STUDY MATERIAL:
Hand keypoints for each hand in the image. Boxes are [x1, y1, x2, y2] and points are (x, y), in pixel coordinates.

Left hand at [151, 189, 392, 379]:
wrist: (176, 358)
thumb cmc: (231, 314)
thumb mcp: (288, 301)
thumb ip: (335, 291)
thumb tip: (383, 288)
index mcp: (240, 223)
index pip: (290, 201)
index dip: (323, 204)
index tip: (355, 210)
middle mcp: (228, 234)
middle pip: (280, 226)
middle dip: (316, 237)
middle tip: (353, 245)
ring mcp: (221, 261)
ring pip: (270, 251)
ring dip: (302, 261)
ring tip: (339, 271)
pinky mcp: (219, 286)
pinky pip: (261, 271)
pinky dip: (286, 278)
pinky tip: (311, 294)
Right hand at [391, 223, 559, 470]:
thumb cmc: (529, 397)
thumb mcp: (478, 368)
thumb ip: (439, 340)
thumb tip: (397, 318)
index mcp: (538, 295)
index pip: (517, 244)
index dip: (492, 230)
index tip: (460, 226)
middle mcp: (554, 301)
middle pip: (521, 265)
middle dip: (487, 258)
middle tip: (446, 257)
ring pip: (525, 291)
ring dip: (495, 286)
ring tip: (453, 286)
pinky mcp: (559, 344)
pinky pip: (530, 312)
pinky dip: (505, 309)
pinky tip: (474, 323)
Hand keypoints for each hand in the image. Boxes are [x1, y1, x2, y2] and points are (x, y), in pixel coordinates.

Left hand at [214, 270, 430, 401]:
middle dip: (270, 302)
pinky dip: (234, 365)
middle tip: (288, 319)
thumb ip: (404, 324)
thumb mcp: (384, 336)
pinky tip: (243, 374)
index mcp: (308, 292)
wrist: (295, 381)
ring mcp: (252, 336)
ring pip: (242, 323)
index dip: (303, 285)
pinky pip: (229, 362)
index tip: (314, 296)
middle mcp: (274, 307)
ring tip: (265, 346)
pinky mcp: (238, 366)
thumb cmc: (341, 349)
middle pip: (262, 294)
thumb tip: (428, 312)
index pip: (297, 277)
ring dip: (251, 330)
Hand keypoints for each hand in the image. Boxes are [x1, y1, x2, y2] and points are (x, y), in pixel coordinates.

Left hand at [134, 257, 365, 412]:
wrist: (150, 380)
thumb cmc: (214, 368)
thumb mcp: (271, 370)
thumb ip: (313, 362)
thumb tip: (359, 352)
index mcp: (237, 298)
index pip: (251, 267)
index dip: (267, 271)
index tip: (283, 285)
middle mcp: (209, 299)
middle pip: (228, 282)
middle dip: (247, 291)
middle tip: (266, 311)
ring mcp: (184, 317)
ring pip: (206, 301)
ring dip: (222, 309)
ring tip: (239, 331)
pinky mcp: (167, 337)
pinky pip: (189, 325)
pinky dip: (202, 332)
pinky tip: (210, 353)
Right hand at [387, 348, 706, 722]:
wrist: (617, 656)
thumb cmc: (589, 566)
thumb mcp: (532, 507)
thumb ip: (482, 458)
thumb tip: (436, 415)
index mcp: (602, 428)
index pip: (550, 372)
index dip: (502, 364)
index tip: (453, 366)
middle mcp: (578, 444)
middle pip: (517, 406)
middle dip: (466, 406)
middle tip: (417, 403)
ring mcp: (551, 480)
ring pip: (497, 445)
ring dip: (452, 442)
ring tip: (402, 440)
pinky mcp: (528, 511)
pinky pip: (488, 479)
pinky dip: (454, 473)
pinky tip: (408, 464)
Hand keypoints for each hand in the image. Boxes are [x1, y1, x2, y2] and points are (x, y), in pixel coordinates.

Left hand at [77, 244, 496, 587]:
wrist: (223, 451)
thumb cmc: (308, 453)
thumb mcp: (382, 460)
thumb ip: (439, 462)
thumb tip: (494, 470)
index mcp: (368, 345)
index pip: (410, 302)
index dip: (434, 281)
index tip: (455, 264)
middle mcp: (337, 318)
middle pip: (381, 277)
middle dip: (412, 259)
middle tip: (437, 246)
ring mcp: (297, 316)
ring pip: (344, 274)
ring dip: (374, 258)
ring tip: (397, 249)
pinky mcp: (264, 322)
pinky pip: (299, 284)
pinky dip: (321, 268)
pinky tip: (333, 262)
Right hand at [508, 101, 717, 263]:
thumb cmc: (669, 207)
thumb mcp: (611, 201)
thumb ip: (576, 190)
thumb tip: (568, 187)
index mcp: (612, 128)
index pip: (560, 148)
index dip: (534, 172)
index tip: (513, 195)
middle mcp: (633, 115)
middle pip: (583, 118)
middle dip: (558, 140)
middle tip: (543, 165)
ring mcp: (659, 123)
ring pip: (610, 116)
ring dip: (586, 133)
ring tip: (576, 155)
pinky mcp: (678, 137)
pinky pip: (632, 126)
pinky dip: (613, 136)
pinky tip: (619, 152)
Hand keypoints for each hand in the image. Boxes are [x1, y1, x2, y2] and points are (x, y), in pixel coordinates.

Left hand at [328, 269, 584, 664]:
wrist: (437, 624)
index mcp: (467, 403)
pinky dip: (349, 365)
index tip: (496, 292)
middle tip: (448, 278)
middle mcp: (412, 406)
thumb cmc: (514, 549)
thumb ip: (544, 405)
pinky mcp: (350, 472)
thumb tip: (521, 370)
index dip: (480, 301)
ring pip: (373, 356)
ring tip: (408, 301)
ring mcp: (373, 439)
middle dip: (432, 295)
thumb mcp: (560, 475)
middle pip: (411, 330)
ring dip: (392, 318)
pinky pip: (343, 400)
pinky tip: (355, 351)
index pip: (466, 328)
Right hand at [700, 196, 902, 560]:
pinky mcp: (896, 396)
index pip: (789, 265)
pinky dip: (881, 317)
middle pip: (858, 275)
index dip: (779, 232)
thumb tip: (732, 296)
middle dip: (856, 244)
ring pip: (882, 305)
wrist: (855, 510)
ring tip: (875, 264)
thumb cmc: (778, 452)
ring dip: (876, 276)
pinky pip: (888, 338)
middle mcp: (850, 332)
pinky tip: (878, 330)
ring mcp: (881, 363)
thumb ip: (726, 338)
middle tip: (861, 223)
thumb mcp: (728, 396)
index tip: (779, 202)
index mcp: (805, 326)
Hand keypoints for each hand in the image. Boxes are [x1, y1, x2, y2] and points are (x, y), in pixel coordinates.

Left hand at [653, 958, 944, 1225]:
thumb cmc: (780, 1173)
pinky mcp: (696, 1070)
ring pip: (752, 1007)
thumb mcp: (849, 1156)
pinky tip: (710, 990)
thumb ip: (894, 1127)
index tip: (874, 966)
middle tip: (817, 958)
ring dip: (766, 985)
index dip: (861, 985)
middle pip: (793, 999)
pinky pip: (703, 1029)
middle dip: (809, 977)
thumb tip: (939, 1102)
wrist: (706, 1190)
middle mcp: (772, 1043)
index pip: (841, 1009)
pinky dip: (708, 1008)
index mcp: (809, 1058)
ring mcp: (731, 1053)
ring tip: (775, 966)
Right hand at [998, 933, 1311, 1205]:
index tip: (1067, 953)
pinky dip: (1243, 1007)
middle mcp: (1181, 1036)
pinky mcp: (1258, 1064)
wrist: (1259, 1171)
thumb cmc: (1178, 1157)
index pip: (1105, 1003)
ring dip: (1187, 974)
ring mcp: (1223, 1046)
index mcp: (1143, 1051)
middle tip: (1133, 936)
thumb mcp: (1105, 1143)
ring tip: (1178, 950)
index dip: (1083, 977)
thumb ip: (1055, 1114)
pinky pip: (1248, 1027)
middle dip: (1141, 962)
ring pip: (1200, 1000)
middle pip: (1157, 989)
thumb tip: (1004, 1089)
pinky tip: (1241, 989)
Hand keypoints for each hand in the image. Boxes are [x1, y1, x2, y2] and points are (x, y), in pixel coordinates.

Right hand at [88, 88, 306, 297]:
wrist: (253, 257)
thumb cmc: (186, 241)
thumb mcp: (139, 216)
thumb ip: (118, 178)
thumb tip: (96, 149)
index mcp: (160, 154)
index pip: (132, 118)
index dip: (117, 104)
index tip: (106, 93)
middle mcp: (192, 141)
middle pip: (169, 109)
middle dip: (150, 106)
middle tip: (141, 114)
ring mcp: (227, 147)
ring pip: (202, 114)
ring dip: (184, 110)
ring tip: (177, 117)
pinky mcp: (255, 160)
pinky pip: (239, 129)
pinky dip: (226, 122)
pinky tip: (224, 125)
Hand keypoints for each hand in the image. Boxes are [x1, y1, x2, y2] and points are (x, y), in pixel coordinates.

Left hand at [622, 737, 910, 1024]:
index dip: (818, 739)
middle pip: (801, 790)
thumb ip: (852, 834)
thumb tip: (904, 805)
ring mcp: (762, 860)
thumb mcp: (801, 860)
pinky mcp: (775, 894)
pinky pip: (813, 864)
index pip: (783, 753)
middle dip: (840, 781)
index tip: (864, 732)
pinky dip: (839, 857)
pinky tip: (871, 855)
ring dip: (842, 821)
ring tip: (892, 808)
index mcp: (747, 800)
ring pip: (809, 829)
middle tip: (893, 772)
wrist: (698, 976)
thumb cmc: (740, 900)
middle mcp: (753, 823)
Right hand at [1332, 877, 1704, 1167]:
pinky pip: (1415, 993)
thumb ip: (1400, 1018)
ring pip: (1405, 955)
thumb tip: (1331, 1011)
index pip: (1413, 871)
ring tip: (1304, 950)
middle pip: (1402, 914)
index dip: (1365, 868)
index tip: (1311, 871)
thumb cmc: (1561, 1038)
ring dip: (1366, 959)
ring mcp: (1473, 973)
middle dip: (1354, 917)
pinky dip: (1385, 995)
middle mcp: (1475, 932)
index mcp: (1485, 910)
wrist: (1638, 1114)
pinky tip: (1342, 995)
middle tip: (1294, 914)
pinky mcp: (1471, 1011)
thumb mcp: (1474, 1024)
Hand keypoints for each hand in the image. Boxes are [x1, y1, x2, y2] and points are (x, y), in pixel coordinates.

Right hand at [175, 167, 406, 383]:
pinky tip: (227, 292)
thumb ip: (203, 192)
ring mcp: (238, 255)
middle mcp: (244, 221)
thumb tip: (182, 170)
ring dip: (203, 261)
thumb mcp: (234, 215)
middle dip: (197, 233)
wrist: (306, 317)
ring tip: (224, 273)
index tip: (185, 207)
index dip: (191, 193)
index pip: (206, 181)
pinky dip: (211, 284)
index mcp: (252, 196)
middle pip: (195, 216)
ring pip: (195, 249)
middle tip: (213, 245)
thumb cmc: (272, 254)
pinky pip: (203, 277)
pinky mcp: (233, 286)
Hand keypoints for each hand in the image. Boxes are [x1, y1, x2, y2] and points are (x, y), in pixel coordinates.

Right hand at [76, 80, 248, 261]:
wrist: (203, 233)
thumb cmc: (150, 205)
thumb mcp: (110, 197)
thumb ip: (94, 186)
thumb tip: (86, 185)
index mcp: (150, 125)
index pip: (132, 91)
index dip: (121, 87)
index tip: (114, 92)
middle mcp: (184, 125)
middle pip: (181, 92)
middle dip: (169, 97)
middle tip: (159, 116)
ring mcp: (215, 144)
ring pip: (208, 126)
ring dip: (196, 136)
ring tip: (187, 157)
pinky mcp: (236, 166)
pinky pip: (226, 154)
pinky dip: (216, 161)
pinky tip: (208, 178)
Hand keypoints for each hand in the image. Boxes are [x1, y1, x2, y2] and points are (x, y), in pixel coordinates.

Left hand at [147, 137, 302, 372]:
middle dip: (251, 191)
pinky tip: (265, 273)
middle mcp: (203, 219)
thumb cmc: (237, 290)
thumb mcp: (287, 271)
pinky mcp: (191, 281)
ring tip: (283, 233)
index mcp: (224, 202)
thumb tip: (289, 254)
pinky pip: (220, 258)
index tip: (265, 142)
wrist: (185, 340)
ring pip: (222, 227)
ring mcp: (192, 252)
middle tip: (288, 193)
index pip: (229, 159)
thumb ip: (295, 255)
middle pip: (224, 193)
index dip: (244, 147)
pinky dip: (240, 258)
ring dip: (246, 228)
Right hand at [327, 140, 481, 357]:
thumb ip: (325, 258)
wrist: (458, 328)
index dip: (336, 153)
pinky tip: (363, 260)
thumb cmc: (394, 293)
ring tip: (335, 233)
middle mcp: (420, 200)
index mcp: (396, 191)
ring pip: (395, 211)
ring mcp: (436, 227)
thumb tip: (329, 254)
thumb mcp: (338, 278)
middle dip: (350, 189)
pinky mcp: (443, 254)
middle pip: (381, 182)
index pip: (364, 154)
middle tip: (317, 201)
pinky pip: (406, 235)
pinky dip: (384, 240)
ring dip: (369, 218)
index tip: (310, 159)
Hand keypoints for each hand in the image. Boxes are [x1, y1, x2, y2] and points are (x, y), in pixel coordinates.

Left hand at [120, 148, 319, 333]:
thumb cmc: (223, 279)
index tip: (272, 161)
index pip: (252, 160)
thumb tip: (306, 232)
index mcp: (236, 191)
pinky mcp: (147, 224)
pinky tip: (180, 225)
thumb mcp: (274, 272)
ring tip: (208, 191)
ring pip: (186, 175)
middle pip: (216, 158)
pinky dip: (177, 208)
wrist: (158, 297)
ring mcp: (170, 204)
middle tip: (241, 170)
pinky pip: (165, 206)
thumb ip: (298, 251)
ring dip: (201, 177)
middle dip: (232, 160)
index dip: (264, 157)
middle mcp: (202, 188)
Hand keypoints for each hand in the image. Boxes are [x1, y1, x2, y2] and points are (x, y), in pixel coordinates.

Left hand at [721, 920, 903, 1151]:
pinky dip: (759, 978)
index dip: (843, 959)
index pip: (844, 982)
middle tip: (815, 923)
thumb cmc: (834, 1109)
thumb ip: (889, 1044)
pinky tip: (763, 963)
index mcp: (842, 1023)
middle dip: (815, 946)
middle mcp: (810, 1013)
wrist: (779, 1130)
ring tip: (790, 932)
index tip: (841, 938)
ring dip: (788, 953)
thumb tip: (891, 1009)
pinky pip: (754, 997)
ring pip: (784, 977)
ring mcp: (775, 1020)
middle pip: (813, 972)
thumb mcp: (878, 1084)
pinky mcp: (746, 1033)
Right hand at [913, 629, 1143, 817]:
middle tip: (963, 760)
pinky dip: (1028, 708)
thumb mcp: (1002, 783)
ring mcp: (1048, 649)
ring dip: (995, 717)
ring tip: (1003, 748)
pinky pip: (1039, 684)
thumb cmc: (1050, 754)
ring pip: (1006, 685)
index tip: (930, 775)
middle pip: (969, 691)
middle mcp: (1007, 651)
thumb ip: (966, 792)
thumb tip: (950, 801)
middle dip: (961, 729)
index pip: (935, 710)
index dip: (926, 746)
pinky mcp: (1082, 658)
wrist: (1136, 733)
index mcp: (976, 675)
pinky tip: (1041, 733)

EXERCISE DESCRIPTION: Using the listing above, show each line with the word "Right" in it.

TASK SOLUTION:
Right hand at [391, 223, 559, 470]:
Right hand at [387, 348, 706, 722]:
Right hand at [508, 101, 717, 263]:
Right hand at [700, 196, 902, 560]:
Right hand at [998, 933, 1311, 1205]:
Right hand at [88, 88, 306, 297]:
Right hand at [1332, 877, 1704, 1167]:
Right hand at [175, 167, 406, 383]:
Right hand at [76, 80, 248, 261]:
Right hand at [327, 140, 481, 357]:
Right hand at [913, 629, 1143, 817]:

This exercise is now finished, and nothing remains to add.